Collected data:
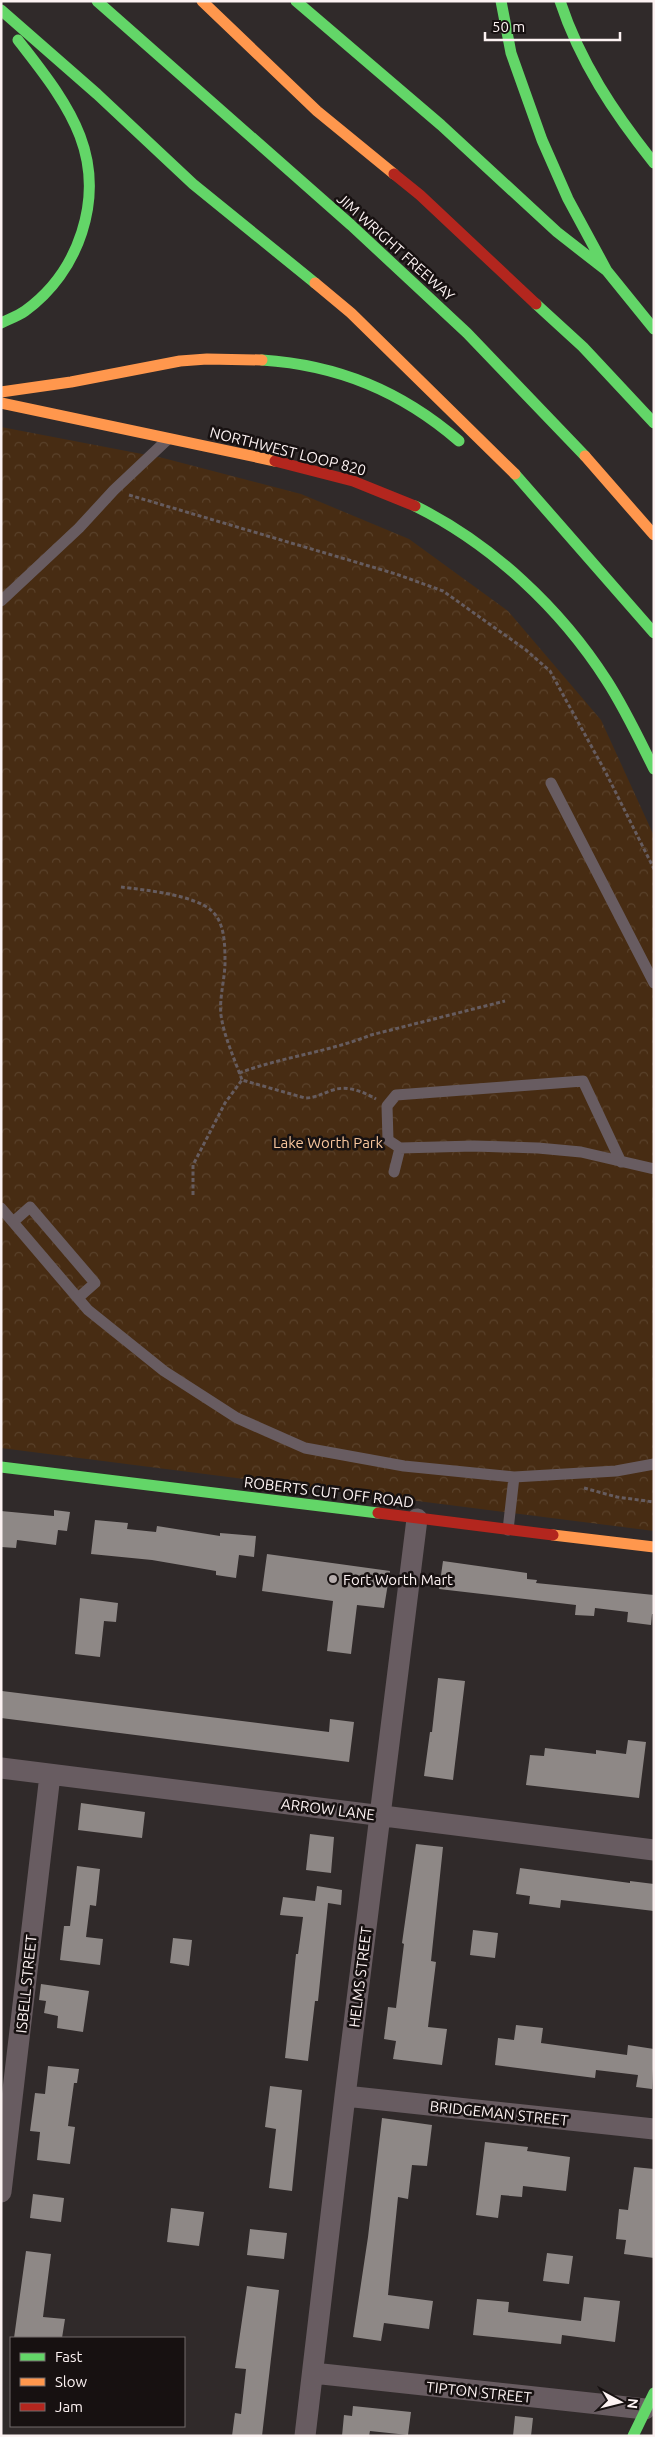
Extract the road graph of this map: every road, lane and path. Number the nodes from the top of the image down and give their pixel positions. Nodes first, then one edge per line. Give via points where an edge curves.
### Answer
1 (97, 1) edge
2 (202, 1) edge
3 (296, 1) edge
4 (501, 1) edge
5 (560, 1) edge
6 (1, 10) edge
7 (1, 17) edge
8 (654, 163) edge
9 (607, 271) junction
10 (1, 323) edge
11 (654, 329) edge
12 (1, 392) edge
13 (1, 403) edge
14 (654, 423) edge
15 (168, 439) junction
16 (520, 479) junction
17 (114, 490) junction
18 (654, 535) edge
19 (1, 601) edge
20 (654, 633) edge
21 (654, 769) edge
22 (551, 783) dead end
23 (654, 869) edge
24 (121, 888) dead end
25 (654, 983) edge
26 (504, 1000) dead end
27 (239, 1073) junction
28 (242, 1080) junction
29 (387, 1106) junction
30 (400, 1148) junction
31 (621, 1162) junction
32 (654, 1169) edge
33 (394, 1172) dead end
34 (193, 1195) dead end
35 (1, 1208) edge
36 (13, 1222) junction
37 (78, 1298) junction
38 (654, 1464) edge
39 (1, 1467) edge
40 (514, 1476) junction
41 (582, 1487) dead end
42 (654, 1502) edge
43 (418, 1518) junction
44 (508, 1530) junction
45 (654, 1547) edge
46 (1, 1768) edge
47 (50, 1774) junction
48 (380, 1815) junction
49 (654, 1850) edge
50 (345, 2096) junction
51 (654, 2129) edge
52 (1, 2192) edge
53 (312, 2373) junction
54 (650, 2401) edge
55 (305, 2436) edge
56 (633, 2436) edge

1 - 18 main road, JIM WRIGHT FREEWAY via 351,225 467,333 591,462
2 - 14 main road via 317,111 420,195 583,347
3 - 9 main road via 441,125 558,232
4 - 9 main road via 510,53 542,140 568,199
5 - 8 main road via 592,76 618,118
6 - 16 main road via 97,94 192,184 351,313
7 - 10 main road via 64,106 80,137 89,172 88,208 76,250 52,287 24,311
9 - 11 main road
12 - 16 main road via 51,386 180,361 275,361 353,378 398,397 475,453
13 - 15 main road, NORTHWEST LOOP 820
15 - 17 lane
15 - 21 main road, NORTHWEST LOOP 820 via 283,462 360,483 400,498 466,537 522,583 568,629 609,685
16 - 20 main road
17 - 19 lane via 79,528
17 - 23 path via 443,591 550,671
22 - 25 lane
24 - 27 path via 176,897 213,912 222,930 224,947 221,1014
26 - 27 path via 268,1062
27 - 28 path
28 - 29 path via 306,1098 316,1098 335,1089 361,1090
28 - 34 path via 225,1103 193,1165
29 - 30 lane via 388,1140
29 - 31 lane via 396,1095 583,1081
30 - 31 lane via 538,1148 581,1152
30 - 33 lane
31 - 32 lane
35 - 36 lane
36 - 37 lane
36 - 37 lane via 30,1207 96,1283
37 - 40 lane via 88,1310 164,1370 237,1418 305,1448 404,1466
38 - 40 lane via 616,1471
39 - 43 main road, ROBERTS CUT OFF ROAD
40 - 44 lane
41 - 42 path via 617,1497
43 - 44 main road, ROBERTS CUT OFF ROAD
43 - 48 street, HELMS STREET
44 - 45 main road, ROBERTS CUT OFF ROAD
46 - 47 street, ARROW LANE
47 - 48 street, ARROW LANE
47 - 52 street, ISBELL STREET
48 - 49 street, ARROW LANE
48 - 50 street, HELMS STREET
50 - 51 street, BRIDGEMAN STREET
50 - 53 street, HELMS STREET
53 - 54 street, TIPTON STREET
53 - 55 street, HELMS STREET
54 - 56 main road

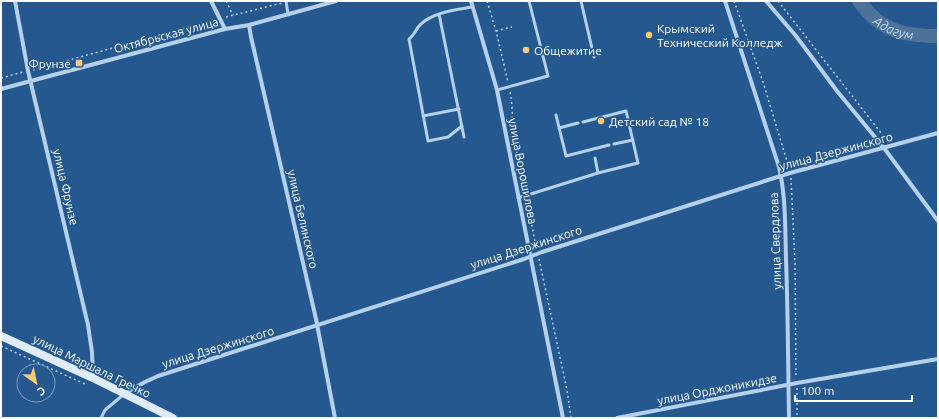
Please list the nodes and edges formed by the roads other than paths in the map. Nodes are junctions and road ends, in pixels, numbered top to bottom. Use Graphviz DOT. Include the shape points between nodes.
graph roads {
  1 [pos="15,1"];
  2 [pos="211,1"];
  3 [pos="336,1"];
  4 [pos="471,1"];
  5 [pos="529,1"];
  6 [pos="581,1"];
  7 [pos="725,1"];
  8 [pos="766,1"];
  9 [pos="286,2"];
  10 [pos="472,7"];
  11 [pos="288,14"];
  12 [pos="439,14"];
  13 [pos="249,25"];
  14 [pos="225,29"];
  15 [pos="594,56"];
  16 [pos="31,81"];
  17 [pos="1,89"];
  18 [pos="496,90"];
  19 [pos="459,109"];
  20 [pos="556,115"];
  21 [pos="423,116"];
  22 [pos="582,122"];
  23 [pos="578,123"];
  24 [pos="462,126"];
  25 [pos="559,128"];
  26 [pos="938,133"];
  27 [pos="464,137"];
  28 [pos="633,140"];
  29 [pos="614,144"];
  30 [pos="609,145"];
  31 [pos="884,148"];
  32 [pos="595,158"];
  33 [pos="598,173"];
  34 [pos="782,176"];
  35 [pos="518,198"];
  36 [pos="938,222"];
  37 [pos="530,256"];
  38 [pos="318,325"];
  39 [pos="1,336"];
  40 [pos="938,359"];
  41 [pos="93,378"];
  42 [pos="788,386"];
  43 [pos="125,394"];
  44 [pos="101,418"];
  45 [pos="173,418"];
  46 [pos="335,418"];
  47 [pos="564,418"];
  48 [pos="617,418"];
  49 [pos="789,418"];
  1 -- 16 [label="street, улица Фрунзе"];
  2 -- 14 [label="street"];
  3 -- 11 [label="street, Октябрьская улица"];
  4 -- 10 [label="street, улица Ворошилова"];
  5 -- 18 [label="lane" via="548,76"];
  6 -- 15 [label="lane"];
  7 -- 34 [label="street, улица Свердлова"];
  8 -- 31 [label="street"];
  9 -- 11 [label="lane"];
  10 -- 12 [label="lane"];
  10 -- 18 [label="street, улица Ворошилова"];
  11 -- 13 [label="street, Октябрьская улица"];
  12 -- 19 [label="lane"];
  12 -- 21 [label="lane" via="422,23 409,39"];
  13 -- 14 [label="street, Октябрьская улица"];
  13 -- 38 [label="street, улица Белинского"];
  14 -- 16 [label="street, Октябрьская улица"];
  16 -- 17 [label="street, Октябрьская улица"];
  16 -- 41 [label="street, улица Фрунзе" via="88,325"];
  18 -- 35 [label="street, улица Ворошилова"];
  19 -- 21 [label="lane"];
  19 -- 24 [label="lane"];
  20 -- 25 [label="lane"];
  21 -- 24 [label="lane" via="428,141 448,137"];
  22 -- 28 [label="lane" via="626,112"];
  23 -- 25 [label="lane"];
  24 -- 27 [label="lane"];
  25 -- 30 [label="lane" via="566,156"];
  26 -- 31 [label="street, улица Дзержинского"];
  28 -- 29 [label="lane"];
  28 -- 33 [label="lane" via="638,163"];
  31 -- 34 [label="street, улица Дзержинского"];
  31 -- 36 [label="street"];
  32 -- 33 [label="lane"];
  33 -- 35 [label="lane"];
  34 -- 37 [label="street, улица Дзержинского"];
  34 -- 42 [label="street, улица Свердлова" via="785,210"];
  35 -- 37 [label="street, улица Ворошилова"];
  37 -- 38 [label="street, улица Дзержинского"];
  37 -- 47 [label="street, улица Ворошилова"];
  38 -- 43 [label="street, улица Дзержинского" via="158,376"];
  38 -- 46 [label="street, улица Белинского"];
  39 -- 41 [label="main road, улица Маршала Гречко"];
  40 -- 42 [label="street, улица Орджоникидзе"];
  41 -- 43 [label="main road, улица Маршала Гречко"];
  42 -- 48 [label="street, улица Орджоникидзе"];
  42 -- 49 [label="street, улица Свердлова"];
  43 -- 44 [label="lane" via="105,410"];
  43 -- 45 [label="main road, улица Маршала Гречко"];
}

(DIRECTIONS): Write out again every line above exactly as given; the pictures do not belong in the copy.

(ANSWER TO THE EXERCISE):
Extract the road graph of this map: every road, lane and path. Number the nodes from the top of the image down and give their pixel positions. Nodes first, then one edge per line. Give via points where an edge curves.
### Answer
1 (97, 1) edge
2 (202, 1) edge
3 (296, 1) edge
4 (501, 1) edge
5 (560, 1) edge
6 (1, 10) edge
7 (1, 17) edge
8 (654, 163) edge
9 (607, 271) junction
10 (1, 323) edge
11 (654, 329) edge
12 (1, 392) edge
13 (1, 403) edge
14 (654, 423) edge
15 (168, 439) junction
16 (520, 479) junction
17 (114, 490) junction
18 (654, 535) edge
19 (1, 601) edge
20 (654, 633) edge
21 (654, 769) edge
22 (551, 783) dead end
23 (654, 869) edge
24 (121, 888) dead end
25 (654, 983) edge
26 (504, 1000) dead end
27 (239, 1073) junction
28 (242, 1080) junction
29 (387, 1106) junction
30 (400, 1148) junction
31 (621, 1162) junction
32 (654, 1169) edge
33 (394, 1172) dead end
34 (193, 1195) dead end
35 (1, 1208) edge
36 (13, 1222) junction
37 (78, 1298) junction
38 (654, 1464) edge
39 (1, 1467) edge
40 (514, 1476) junction
41 (582, 1487) dead end
42 (654, 1502) edge
43 (418, 1518) junction
44 (508, 1530) junction
45 (654, 1547) edge
46 (1, 1768) edge
47 (50, 1774) junction
48 (380, 1815) junction
49 (654, 1850) edge
50 (345, 2096) junction
51 (654, 2129) edge
52 (1, 2192) edge
53 (312, 2373) junction
54 (650, 2401) edge
55 (305, 2436) edge
56 (633, 2436) edge

1 - 18 main road, JIM WRIGHT FREEWAY via 351,225 467,333 591,462
2 - 14 main road via 317,111 420,195 583,347
3 - 9 main road via 441,125 558,232
4 - 9 main road via 510,53 542,140 568,199
5 - 8 main road via 592,76 618,118
6 - 16 main road via 97,94 192,184 351,313
7 - 10 main road via 64,106 80,137 89,172 88,208 76,250 52,287 24,311
9 - 11 main road
12 - 16 main road via 51,386 180,361 275,361 353,378 398,397 475,453
13 - 15 main road, NORTHWEST LOOP 820
15 - 17 lane
15 - 21 main road, NORTHWEST LOOP 820 via 283,462 360,483 400,498 466,537 522,583 568,629 609,685
16 - 20 main road
17 - 19 lane via 79,528
17 - 23 path via 443,591 550,671
22 - 25 lane
24 - 27 path via 176,897 213,912 222,930 224,947 221,1014
26 - 27 path via 268,1062
27 - 28 path
28 - 29 path via 306,1098 316,1098 335,1089 361,1090
28 - 34 path via 225,1103 193,1165
29 - 30 lane via 388,1140
29 - 31 lane via 396,1095 583,1081
30 - 31 lane via 538,1148 581,1152
30 - 33 lane
31 - 32 lane
35 - 36 lane
36 - 37 lane
36 - 37 lane via 30,1207 96,1283
37 - 40 lane via 88,1310 164,1370 237,1418 305,1448 404,1466
38 - 40 lane via 616,1471
39 - 43 main road, ROBERTS CUT OFF ROAD
40 - 44 lane
41 - 42 path via 617,1497
43 - 44 main road, ROBERTS CUT OFF ROAD
43 - 48 street, HELMS STREET
44 - 45 main road, ROBERTS CUT OFF ROAD
46 - 47 street, ARROW LANE
47 - 48 street, ARROW LANE
47 - 52 street, ISBELL STREET
48 - 49 street, ARROW LANE
48 - 50 street, HELMS STREET
50 - 51 street, BRIDGEMAN STREET
50 - 53 street, HELMS STREET
53 - 54 street, TIPTON STREET
53 - 55 street, HELMS STREET
54 - 56 main road

Please list the nodes and edges formed by the roads other than paths in the map. Nodes are junctions and road ends, in pixels, numbered top to bottom. Use Graphviz DOT. Include the shape points between nodes.
graph roads {
  1 [pos="15,1"];
  2 [pos="211,1"];
  3 [pos="336,1"];
  4 [pos="471,1"];
  5 [pos="529,1"];
  6 [pos="581,1"];
  7 [pos="725,1"];
  8 [pos="766,1"];
  9 [pos="286,2"];
  10 [pos="472,7"];
  11 [pos="288,14"];
  12 [pos="439,14"];
  13 [pos="249,25"];
  14 [pos="225,29"];
  15 [pos="594,56"];
  16 [pos="31,81"];
  17 [pos="1,89"];
  18 [pos="496,90"];
  19 [pos="459,109"];
  20 [pos="556,115"];
  21 [pos="423,116"];
  22 [pos="582,122"];
  23 [pos="578,123"];
  24 [pos="462,126"];
  25 [pos="559,128"];
  26 [pos="938,133"];
  27 [pos="464,137"];
  28 [pos="633,140"];
  29 [pos="614,144"];
  30 [pos="609,145"];
  31 [pos="884,148"];
  32 [pos="595,158"];
  33 [pos="598,173"];
  34 [pos="782,176"];
  35 [pos="518,198"];
  36 [pos="938,222"];
  37 [pos="530,256"];
  38 [pos="318,325"];
  39 [pos="1,336"];
  40 [pos="938,359"];
  41 [pos="93,378"];
  42 [pos="788,386"];
  43 [pos="125,394"];
  44 [pos="101,418"];
  45 [pos="173,418"];
  46 [pos="335,418"];
  47 [pos="564,418"];
  48 [pos="617,418"];
  49 [pos="789,418"];
  1 -- 16 [label="street, улица Фрунзе"];
  2 -- 14 [label="street"];
  3 -- 11 [label="street, Октябрьская улица"];
  4 -- 10 [label="street, улица Ворошилова"];
  5 -- 18 [label="lane" via="548,76"];
  6 -- 15 [label="lane"];
  7 -- 34 [label="street, улица Свердлова"];
  8 -- 31 [label="street"];
  9 -- 11 [label="lane"];
  10 -- 12 [label="lane"];
  10 -- 18 [label="street, улица Ворошилова"];
  11 -- 13 [label="street, Октябрьская улица"];
  12 -- 19 [label="lane"];
  12 -- 21 [label="lane" via="422,23 409,39"];
  13 -- 14 [label="street, Октябрьская улица"];
  13 -- 38 [label="street, улица Белинского"];
  14 -- 16 [label="street, Октябрьская улица"];
  16 -- 17 [label="street, Октябрьская улица"];
  16 -- 41 [label="street, улица Фрунзе" via="88,325"];
  18 -- 35 [label="street, улица Ворошилова"];
  19 -- 21 [label="lane"];
  19 -- 24 [label="lane"];
  20 -- 25 [label="lane"];
  21 -- 24 [label="lane" via="428,141 448,137"];
  22 -- 28 [label="lane" via="626,112"];
  23 -- 25 [label="lane"];
  24 -- 27 [label="lane"];
  25 -- 30 [label="lane" via="566,156"];
  26 -- 31 [label="street, улица Дзержинского"];
  28 -- 29 [label="lane"];
  28 -- 33 [label="lane" via="638,163"];
  31 -- 34 [label="street, улица Дзержинского"];
  31 -- 36 [label="street"];
  32 -- 33 [label="lane"];
  33 -- 35 [label="lane"];
  34 -- 37 [label="street, улица Дзержинского"];
  34 -- 42 [label="street, улица Свердлова" via="785,210"];
  35 -- 37 [label="street, улица Ворошилова"];
  37 -- 38 [label="street, улица Дзержинского"];
  37 -- 47 [label="street, улица Ворошилова"];
  38 -- 43 [label="street, улица Дзержинского" via="158,376"];
  38 -- 46 [label="street, улица Белинского"];
  39 -- 41 [label="main road, улица Маршала Гречко"];
  40 -- 42 [label="street, улица Орджоникидзе"];
  41 -- 43 [label="main road, улица Маршала Гречко"];
  42 -- 48 [label="street, улица Орджоникидзе"];
  42 -- 49 [label="street, улица Свердлова"];
  43 -- 44 [label="lane" via="105,410"];
  43 -- 45 [label="main road, улица Маршала Гречко"];
}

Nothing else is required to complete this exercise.